Procurada para comentar o assunto, Caroline não respondeu aos recados deixados em seu celular pela reportagem. Segundo seu advogado, Augusto Arruda Botelho, ela está afastada de São Paulo e da pichação.

“Ela não vai participar da Bienal e não quer falar a respeito mais do que aconteceu ou sobre a participação dos pichadores agora. Ela está morando com a mãe e está cuidando do filho que teve neste ano. Ela deve estar trabalhando como artesã. De qualquer modo, acho válida a discussão sobre a pichação ser exposta na Bienal. Foi inteligente da curadoria atrair esse tipo de manifestação artística para discussão”, disse o advogado Botelho.

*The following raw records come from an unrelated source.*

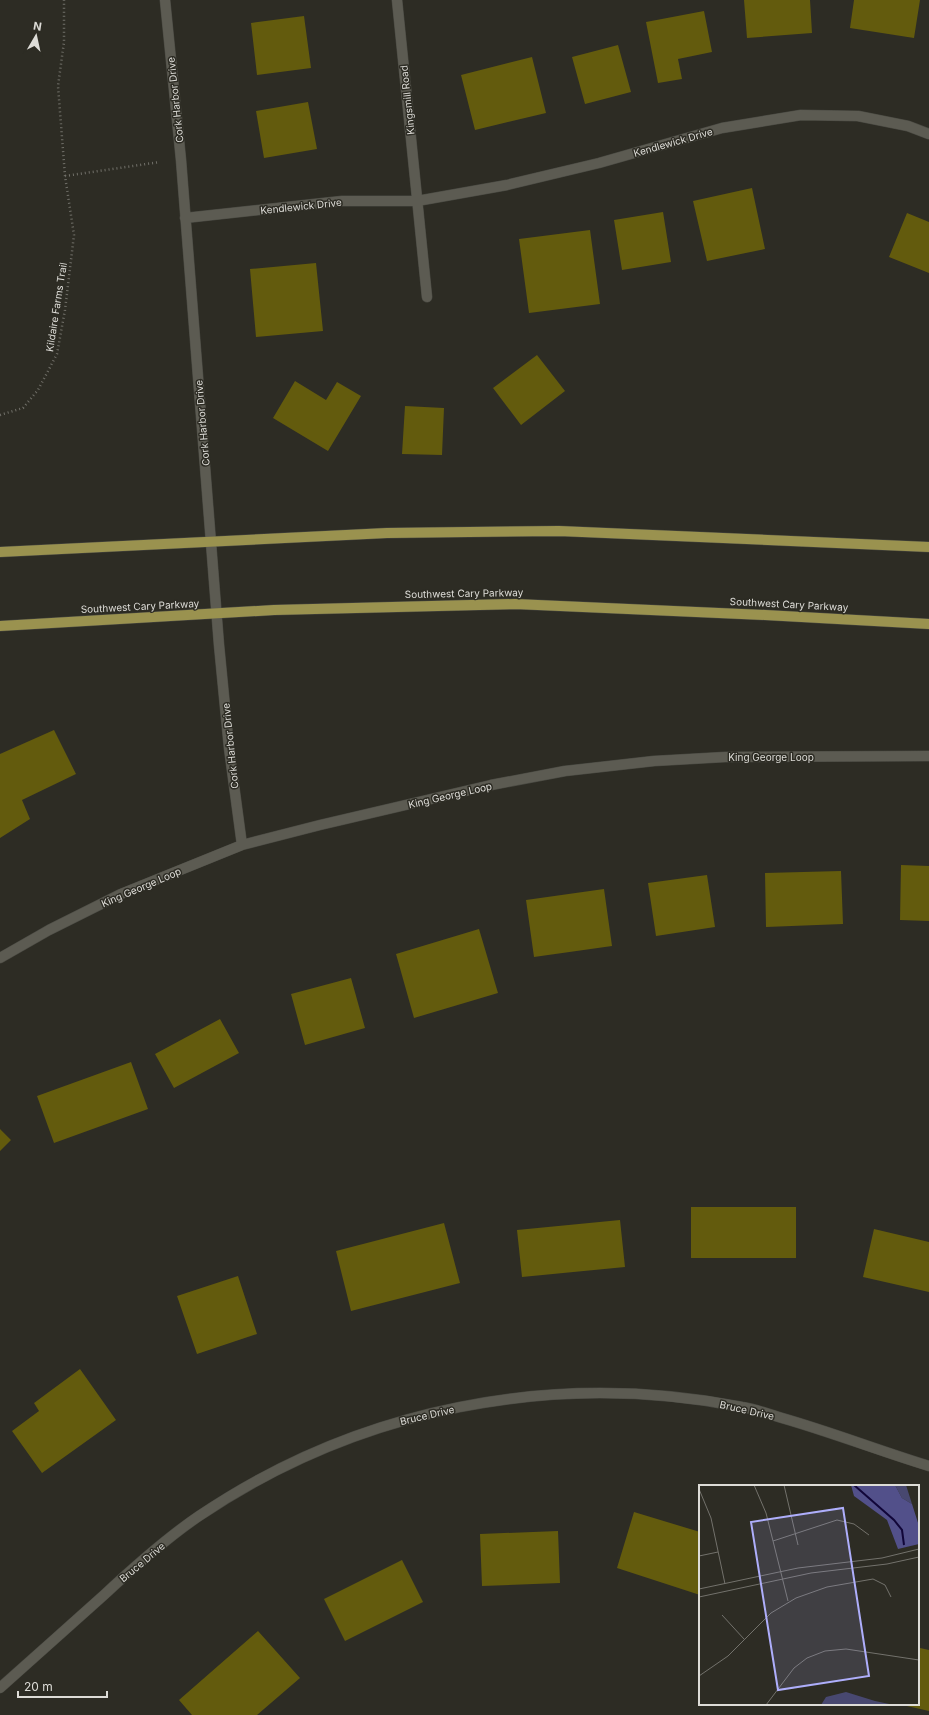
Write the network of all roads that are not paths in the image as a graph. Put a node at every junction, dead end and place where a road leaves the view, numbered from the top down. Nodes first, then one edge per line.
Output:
1 (165, 0) edge
2 (397, 0) edge
3 (929, 134) edge
4 (417, 201) junction
5 (185, 218) junction
6 (427, 297) dead end
7 (211, 542) junction
8 (929, 547) edge
9 (0, 552) edge
10 (217, 613) junction
11 (929, 624) edge
12 (0, 626) edge
13 (929, 756) edge
14 (242, 845) junction
15 (0, 958) edge
16 (929, 1466) edge
17 (0, 1688) edge

1 - 5 street, Cork Harbor Drive
2 - 4 street, Kingsmill Road
3 - 4 street, Kendlewick Drive
4 - 5 street, Kendlewick Drive
4 - 6 street
5 - 7 street, Cork Harbor Drive
7 - 8 main road
7 - 9 main road
7 - 10 street, Cork Harbor Drive
10 - 11 main road, Southwest Cary Parkway
10 - 12 main road, Southwest Cary Parkway
10 - 14 street, Cork Harbor Drive
13 - 14 street, King George Loop
14 - 15 street, King George Loop
16 - 17 street, Bruce Drive

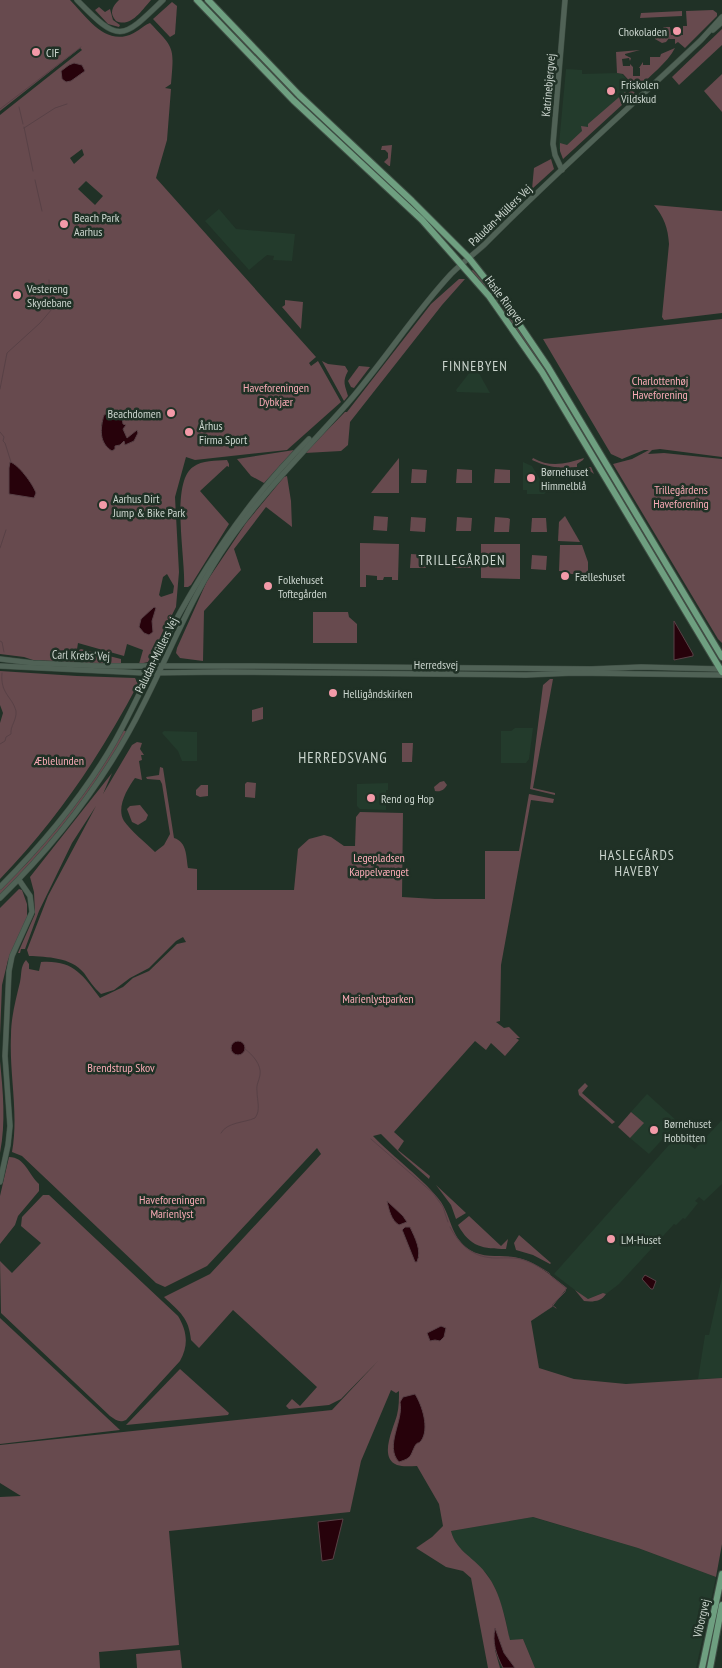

Sobre o recurso que impetrou no Tribunal de Justiça de São Paulo contra a condenação de Caroline, o advogado afirmou que ele deverá ser julgado somente em 2011. “É um habeas corpus no qual peço a absolvição dela nos dois crimes ou desclassificação para crime ambiental, em relação a pichação”, afirmou Botelho.

Pichação na Bienal em 2008Pichação na Bienal em 2008 (Foto: Aguinaldo Rocca/VC no G1)

 

Pichação e política
Mas onde entra a política na arte da pichação sugerida pela Bienal? “O conceito de arte é distorcido. Só é arte o que é bonito ou autorizado. A arte do ‘pixo’ é libertária, anárquica. A sociedade se incomoda com a pichação e deixa de se incomodar com coisas muito mais importantes. Os muros e portões para fora da casa são públicos. A gente vê beleza no que faz. Tudo é privado e somos obrigados a engolir propaganda de consumo e política. Pichação é linguagem também”, filosofa Cripta.

Entre as pessoas que os expositores pretendem convidar para assistir “Pixação SP” estão os próprios pichadores que participaram da invasão da 28ª Bienal. Questionado se eles levarão latinhas de spray ou planejam pichar novamente a Bienal, Cripta deixou a possibilidade no ar. “Não sei. A última vez que fomos à Bienal pichamos sem autorização. Eles não precisam de aval para pichar.”

O G1 solicitou uma entrevista com algum curador da Bienal para comentar a participação dos pichadores no evento, mas não obteve retorno.